With Sam Learner’s amazing River Runner we can follow a drop that fell in the Mayacamas range as it makes its way to the ocean.

Until 2014 I’d only ever lived east of the Mississipi River, in Pennsylvania, Michigan, Maryland, Massachusetts, and New Hampshire. During those decades there may never have been a month with zero precipitation.

I still haven’t adjusted to a region where it can be dry for many months. In 2017, the year of the devastating Tubbs Fire, there was no rain from April through October.

California relies heavily on the dwindling Sierra snowpack for storage and timed release of water. Clearly we need a complementary method of storage and release, and this passage in Kim Stanley Robinson’s Ministry for the Future imagines it beautifully.

Typically the Sierra snowpack held about fifteen million acre-feet of water every spring, releasing it to reservoirs in a slow melt through the long dry summers. The dammed reservoirs in the foothills could hold about forty million acre-feet when full. Then the groundwater basin underneath the central valley could hold around a thousand million acre-feet; and that immense capacity might prove their salvation. In droughts they could pump up groundwater and put it to use; then during flood years they needed to replenish that underground reservoir, by capturing water on the land and not allow it all to spew out the Golden Gate.

Now the necessity to replumb the great valley for recharge had forced them to return a hefty percentage of the land to the kind of place it had been before Europeans arrived. The industrial agriculture of yesteryear had turned the valley into a giant factory floor, bereft of anything but products grown for sale; unsustainable ugly, devastated, inhuman, and this in a place that had been called the “Serengeti of North America,” alive with millions of animals, including megafauna like tule elk and grizzly bear and mountain lion and wolves. All those animals had been exterminated along with their habitat, in the first settlers’ frenzied quest to use the valley purely for food production, a kind of secondary gold rush. Now the necessity of dealing with droughts and floods meant that big areas of the valley were restored, and the animals brought back, in a system of wilderness parks or habitat corridors, all running up into the foothills that ringed the central valley on all sides.

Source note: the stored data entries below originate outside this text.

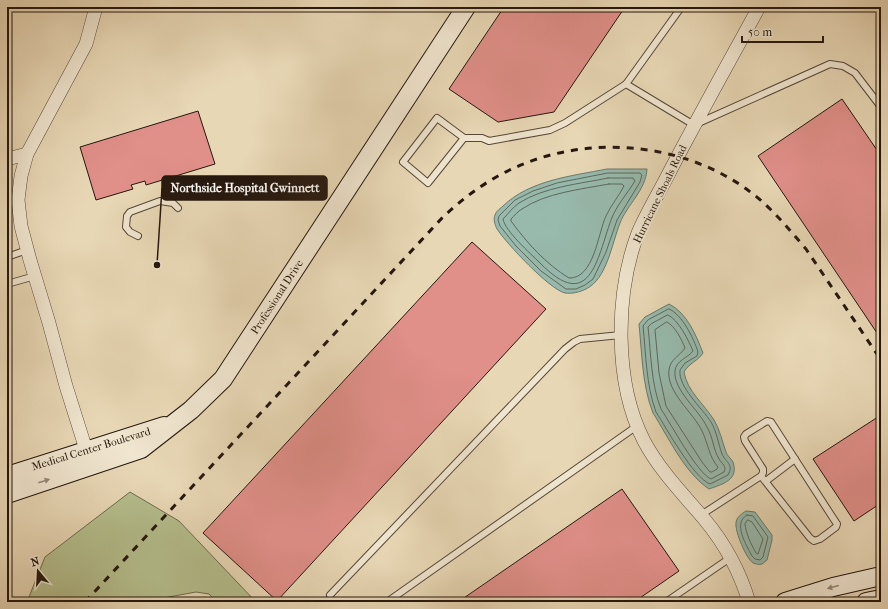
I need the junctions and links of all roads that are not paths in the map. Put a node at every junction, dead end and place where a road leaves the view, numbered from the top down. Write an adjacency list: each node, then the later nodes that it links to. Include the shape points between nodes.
1 (96, 7): 9 (street, via 86,44)
2 (466, 7): 18 (street, Professional Drive, via 223,379)
3 (759, 7): 7 (street, Hurricane Shoals Road)
4 (680, 9): 5 (lane)
5 (626, 84): 7 (lane); 8 (lane, via 550,130 489,142 482,138)
6 (881, 107): 7 (lane, via 855,73 842,66 830,64)
7 (694, 125): 17 (street, Hurricane Shoals Road, via 639,233 629,268)
8 (464, 138): 8 (lane, via 428,183 402,162 436,118)
9 (27, 154): 10 (street); 13 (street, via 18,200)
10 (7, 159)
11 (178, 208): 12 (lane, via 173,203 160,201 130,212 126,227)
12 (138, 236)
13 (27, 250): 14 (lane); 15 (street)
14 (7, 257)
15 (35, 276): 16 (lane); 20 (street)
16 (7, 284)
17 (621, 335): 19 (street, Hurricane Shoals Road, via 629,400); 29 (lane, via 580,339 565,349)
18 (175, 423): 20 (street, Medical Center Boulevard)
19 (638, 426): 26 (street, Hurricane Shoals Road, via 657,464); 31 (lane)
20 (89, 458): 22 (street, Medical Center Boulevard); 25 (street, one-way to 20)
21 (795, 459): 23 (lane, via 771,422 764,422 744,437 744,441 763,469); 24 (lane); 24 (lane, via 837,524 820,540 814,541 810,538)
22 (7, 476)
23 (761, 476): 24 (lane); 26 (lane)
24 (766, 481)
25 (7, 494)
26 (701, 515): 27 (street, Hurricane Shoals Road)
27 (730, 558): 32 (lane); 33 (street, Hurricane Shoals Road)
28 (881, 576): 34 (street, one-way to 34)
29 (330, 595)
30 (881, 599): 35 (street)
31 (387, 602)
32 (666, 602)
33 (749, 602)
34 (785, 602)
35 (866, 602)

The book, which Wikipedia charmingly classifies as cli-fi, grabbed me from page one and never let go. It’s an extraordinary blend of terror and hope. But this passage affected me in the most powerful way. As Marc Reisner’s Cadillac Desert explains, and as I’ve seen for myself, we’ve already engineered the hell out of California’s water systems, with less than stellar results.

Can we redo it and get it right this time? I don’t doubt our technical and industrial capacity. Let’s hope it doesn’t take an event like the one the book opens with — a heat wave in India that kills 20 million people in a week — to summon the will.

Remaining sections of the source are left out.